I Call them True Friends
16 Jan 2011 2 Comments
in Friend Tags: bestfriend, friend
When i had a big problem i used to cry and started to think pessimisticly. And that situation was called the role of A. I always tried to look for someone else as a place for sharing and that someone was called the role of B. Confuse, huh? I hope not! I believed other people actually were lazy enough to see my behaviour which tended to be so childish. I realized and understood about that matter but i closed my mind, ears and eyes as if it were normal thing they should receive. OK, THAT WAS TOTALLY WRONG! And thank God i’m awakened for it. I forgot what thing that made me finally realize, but for sure now i’m turning my self into mature one even though there are some my habits that still childish. But i’m trying and believe this is the process to be a better one eventually.

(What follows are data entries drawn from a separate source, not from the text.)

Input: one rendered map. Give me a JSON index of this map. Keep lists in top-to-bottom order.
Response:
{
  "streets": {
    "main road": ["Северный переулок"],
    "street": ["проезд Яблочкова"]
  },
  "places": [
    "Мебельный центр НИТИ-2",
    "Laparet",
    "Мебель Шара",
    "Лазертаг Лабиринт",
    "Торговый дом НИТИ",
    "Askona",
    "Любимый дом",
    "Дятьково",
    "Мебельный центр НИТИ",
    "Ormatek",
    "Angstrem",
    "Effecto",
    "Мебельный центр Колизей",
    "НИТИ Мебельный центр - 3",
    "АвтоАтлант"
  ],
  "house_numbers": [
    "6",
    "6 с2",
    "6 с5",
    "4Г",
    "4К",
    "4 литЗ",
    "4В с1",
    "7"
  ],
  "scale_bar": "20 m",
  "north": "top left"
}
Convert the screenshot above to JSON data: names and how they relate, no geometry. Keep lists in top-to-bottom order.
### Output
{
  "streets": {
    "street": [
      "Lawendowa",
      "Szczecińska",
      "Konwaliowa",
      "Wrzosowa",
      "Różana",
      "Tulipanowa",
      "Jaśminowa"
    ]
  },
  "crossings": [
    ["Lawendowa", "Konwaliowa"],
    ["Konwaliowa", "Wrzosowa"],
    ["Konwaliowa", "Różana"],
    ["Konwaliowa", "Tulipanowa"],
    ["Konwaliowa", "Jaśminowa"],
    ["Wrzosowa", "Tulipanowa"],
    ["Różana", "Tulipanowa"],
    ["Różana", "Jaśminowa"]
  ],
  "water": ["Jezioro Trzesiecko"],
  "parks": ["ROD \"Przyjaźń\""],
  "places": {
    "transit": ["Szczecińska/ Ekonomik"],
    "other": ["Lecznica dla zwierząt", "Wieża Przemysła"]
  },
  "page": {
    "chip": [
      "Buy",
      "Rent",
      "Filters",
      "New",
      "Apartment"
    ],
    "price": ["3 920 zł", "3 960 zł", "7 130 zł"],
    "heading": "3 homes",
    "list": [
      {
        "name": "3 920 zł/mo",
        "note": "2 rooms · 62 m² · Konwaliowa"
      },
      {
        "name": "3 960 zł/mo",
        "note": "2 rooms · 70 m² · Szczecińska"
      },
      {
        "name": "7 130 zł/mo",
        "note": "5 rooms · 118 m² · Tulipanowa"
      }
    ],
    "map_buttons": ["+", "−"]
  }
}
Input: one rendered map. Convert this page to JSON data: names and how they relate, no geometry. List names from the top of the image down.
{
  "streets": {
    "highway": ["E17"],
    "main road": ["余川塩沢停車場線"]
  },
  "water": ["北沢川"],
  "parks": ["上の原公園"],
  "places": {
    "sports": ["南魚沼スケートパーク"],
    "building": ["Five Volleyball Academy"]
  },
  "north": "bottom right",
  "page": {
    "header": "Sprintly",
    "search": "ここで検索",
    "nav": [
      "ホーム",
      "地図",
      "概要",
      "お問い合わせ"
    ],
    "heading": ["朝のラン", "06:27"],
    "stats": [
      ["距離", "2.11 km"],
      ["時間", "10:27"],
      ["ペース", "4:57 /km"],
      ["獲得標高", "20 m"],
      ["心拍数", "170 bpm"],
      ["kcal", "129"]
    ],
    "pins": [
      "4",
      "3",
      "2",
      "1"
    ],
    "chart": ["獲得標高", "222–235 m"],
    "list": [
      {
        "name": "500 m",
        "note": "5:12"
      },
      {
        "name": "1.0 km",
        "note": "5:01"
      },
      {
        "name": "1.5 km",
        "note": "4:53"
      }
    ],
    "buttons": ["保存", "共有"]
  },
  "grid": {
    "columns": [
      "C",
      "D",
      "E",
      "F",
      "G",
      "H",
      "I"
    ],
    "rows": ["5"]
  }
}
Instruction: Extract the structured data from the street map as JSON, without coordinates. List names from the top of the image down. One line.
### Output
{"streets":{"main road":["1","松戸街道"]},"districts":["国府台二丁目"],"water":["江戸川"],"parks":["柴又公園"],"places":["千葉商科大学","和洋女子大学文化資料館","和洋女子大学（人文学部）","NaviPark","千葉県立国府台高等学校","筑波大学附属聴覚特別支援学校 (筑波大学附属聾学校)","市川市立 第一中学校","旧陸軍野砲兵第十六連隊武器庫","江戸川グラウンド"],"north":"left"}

A few days ago, i got a valuable experience. What was that? i got a situation that i played not as the A role anymore but as the B role. And who was the A? It was my own bestfriend. I didnt know where she learnt how to play the role as best as that time, and honestly she played the role (acted) like me and made me amazed. WOW (LOL). And you know what? I became understand how they (my bestfriends) felt when they acted as the B role. As her bestfriend of course i didnt want to see her in a sadness. And i thought in my mind at that time : “Whats wrong? I think you are strong, crazy and cheerful, so why are u crying like this?”. Why did i think like that? Because that was the first time i saw her cry in my entire life. And in the fact it was hardly to make her cheerful again in many ways. She apparently didnt require any advices or solutions, a thing she was needed was a shoulder for crying on and that was refer to me, her own bestfriend. And i realized this was it! Thats why when i cried, my bestfriends just said only one/two words. Things that are more needed when you are crying is take action than keep talking. For examples patting your back/shoulder, giving a huge and smiling face, etc. And I tried it, and happily she looked better. An action is more appreciated than a talk. It remainds me about a phrase “OMDO” it means omong doank. hahhaa… yeah but its sure although its just a smile that you can give, it means a lot. Smile reveales that you are not alone. For her, it means Ade is here, your bestfriend is here, we are fun-hard together. Moreover she could understand it with just my smiling face. This is called real bestfriend.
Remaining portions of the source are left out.